Returns: str: A unique identifier for the named entity chunk, encoded in base64. The identifier is truncated to the first 8 characters.
Note: This method uses the uuid3 function from the uuid module to generate a unique identifier based on the provided parameters. The identifier is then encoded in base64 and truncated to the first 8 characters.
- run(results, return_relation_entities=False)#
Parse the pipeline output.
- Parameters:
results (list) – The output of the pipeline from fullAnnotate.
- Returns:
document_identifier (str): The informations of the document.
document_id (str): The ID of the document.
document_text (str): The text of the document.
- entities (list): A list of dictionaries, where each dictionary represents a named entity, containing the following keys:
chunk_id (str): The unique identifier for the chunk.
chunk (str): The text of the entity.
begin (int): The index of the beginning of the entity in the text.
end (int): The index of the end of the entity in the text.
ner_label (str): The label of the entity, as determined by the NER model.
ner_source (str): The source of the NER model that generated this entity.
ner_confidence (float): The confidence score of the NER model in identifying this entity.
- assertions (list): A list of dictionaries, where each dictionary represents a assertion, containing the following keys:
chunk_id (str): The unique identifier for the chunk.
chunk (str): The text of the chunk.
assertion (str): The assertion status.
assertion_confidence (str): The confidence score of the assertion model in identifying assertion status.
assertion_source (str): The source of the assertion information
- resolutions (list): A list of dictionaries, where each dictionary represents a resolutions, containing the following keys:
vocab (str): The vocablary information about teminology codes.
chunk_id (str): The unique identifier for the chunk.
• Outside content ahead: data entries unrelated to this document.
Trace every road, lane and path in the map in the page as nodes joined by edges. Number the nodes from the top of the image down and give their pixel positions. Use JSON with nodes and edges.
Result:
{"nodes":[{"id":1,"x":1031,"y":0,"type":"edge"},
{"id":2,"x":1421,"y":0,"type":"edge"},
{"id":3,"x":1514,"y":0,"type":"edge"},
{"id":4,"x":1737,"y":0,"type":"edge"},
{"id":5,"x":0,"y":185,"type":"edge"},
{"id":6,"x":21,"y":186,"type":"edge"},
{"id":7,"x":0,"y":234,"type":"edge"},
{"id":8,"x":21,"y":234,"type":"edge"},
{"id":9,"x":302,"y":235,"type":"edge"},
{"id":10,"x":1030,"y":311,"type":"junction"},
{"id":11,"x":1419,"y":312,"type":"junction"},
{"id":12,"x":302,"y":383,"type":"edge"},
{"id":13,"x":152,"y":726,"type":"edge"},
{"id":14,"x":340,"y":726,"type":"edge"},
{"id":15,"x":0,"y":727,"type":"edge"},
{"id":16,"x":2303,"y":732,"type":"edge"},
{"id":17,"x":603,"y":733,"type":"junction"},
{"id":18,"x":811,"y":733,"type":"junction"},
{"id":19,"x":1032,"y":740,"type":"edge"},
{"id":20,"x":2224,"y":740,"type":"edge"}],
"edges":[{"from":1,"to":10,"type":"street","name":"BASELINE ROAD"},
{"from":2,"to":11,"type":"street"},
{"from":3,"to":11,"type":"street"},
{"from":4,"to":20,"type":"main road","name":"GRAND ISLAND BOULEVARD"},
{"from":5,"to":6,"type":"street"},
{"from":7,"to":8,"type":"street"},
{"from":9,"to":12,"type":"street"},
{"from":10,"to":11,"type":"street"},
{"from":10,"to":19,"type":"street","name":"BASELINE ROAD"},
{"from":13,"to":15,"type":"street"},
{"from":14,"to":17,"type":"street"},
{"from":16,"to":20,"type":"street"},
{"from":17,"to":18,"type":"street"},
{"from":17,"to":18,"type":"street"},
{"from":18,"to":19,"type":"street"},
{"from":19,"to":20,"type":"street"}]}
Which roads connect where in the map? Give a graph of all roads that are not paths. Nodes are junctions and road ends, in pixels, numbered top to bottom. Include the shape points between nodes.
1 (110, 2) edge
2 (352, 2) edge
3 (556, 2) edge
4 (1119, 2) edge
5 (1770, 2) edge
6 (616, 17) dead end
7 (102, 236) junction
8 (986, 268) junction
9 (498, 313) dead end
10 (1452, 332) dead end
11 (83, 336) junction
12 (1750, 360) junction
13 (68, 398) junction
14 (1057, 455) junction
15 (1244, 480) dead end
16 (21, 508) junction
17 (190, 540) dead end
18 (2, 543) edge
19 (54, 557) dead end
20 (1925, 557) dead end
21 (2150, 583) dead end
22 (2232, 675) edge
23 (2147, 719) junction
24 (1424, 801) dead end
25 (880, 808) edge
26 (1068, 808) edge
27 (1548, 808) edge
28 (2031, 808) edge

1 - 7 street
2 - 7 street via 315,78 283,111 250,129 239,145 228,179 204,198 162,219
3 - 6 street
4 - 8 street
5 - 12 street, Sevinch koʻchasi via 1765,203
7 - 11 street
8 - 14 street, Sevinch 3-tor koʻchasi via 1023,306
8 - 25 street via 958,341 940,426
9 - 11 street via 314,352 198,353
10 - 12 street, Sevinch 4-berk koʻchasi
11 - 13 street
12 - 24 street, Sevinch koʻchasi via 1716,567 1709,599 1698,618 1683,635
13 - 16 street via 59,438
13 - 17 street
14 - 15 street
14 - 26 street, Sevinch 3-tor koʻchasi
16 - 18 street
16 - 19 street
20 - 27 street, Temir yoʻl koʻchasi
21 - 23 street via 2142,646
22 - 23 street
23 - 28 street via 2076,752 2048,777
chunk (str): The text of the chunk.
term_code (str): The code of the term.
resolutions (str): The resolved text of the term.
all_k_codes (list): A list of all k results.
all_k_resolutions (list): A list of all k resolutions.
all_k_aux_labels (list): A list of all k aux labels.
all_k_distances (list): A list of all k distances.
confidence (float): The confidence score of the resolutions.
- relations (list): A list of dictionaries, where each dictionary represents a relation, containing the following keys:
relation (str): The type of relation.
entity1 (str): The first entity envolved in the relation.
chunk1_id (str): The unique identifier for the first chunk.
entity1_begin (int): The index of the beginning of the first chunk.
entity1_end (int): The index of the end of the first chunk.
chunk1 (str): The text of the first chunk.
entity2 (str): The second entity envolved in the relation.
chunk2_id (str): The unique identifier for the second chunk.
entity2_begin (int): The index of the beginning of the second chunk.
entity2_end (int): The index of the end of the second chunk.
chunk2 (str): The text of the second chunk.
confidence (float): The confidence score of the relation.
direction (str): The direction of the relation.
- deidentifications: (list) A list of dictionaries, where each dictionary represents a deidentification, containing the following keys:
original (list): A list of original text.
obfuscated (list): A list of deidentified text.
masked (list): A list of masked text.
- classifications (list): A list of dictionaries, where each dictionary represents a classification result.
category (str): The category of the classification.
sentence (str): The sentence from which the classification was made.
sentence_id (int): The ID of the sentence.
- Return type:
A dictionary containing the parsed results, where the key is “result” and the value is a list of dictionaries, where each dictionary represents a document, containing the following keys
- update_columns_maps(columns_maps=None)#
Update the column mapping dictionary.
- Parameters:
columns_maps (dict) – A dictionary containing the column mappings.